One thing I don’t understand…

It must be said there is a lot of things I don’t understand about the crazy world we live in. Such as quantum physics or politicians or… girls but I have given up trying to comprehend these enigmas. There is one thing about human nature and the way we interact with people that I have been attempting to get my ahead around recently.

And if you’ve been reading this blog for a while this is honestly nothing new. It’s something that I’ve touched upon various times. Anyway enough of the suspense. I’m talking about our opinions of other people mainly our friends. And this idea manifests itself in several different ways. Let me start with the overarching concept though.

So basically what I am getting at is the idea that your opinions of someone can change drastically because of one incident. Now of course there are instances where one thing can happen that does completely change your perception of someone. But having said this going from a loving relationship or a strong friendship to pure hatred is quite confusing to me.

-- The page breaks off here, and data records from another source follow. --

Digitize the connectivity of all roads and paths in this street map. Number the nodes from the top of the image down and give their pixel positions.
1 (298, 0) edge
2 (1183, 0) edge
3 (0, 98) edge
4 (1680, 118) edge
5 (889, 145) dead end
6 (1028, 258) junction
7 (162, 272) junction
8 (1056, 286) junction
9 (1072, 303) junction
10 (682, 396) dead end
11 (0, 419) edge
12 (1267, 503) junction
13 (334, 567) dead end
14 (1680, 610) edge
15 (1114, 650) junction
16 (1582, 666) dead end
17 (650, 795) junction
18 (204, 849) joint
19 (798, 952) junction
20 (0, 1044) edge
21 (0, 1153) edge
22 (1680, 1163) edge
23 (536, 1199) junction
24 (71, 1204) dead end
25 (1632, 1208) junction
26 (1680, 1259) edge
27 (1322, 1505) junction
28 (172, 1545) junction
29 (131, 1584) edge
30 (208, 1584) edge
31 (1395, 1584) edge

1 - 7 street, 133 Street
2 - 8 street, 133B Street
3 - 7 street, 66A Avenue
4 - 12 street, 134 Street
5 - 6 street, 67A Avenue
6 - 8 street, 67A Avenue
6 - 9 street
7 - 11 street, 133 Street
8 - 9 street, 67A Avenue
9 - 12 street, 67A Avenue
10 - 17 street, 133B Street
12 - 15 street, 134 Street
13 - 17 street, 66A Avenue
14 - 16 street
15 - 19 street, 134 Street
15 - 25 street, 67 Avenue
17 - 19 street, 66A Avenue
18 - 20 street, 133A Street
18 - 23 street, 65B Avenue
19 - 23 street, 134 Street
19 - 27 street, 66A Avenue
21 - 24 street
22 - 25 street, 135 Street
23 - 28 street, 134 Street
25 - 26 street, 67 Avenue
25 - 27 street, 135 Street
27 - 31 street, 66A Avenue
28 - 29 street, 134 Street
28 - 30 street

You know what’s hard? Hating someone. To actively dislike someone takes a lot of work. Trust me, loving is a lot easier. But should a falling out or disagreement warrant you to all of a sudden talk crap on the person that you probably said “I love you” to a week prior. Why should one bad experience completely eradicate everything that has come before. And as I have stated there are situations that warrant this but a lot of the time they don’t. Are all the good memories and times you had with this person completely eradicated. Of course not, nothing can really change those memories. So even though you’re feeling this hatred and dislike towards this person and you calling them the worst human being in the world… don’t kid yourself. They have proven that they’re not. Of course opinions change and stuff happens. You can go your separate ways but things don’t always have to end so bitterly. Get on with your life, don’t hold a grudge and focus your energy into finding something positive.

And this kind of act can take many forms. One I’m sure a lot of people are aware of. You know when you get rejected and all of a sudden that person you wanted to hook up with isn’t “all that”. Absolute madness. This doesn’t even need explaining. But just because of our ideal version of reality doesn’t come to fruition doesn’t mean we need to blame other people. We’re all going to have a disagreements we’re all going to be rejected, try seeing things from other people’s perspectives and move on. Someone having opposing or conflicting views to yours doesn’t make them a bad person.

The best thing you can do in any situation of falling out or conflict especially if its with a friend is trying to find common ground whilst looking to understand where the other person is coming from. Never make assumptions for why they are acting the way they are acting and always being kind with your words. Nothing productive has ever come from two people attacking each other… actually that might be a lie. But anyway I can guarantee you you’ll feel better because of it. And even if the other person isn’t seeing how understanding you’re being, it’s still worth it. Maybe one day they’ll realise but if not you’ll be safe in the comfort knowing you acted with dignity.

Has any of this made any sense to you? I don’t know if I’ve done a good job at perfectly articulating myself. But then again, when have I ever done that to full effect. I’m a bit of a mumbler if you haven’t realised. Holding grudges is long, talking crap about people you don’t care for is long and getting yourself tangled up in unnecessary drama is the longest of all. Not every conflict you find yourself in has to end in a drama you know. Sometimes it isn’t even always necessary to explain yourself to people.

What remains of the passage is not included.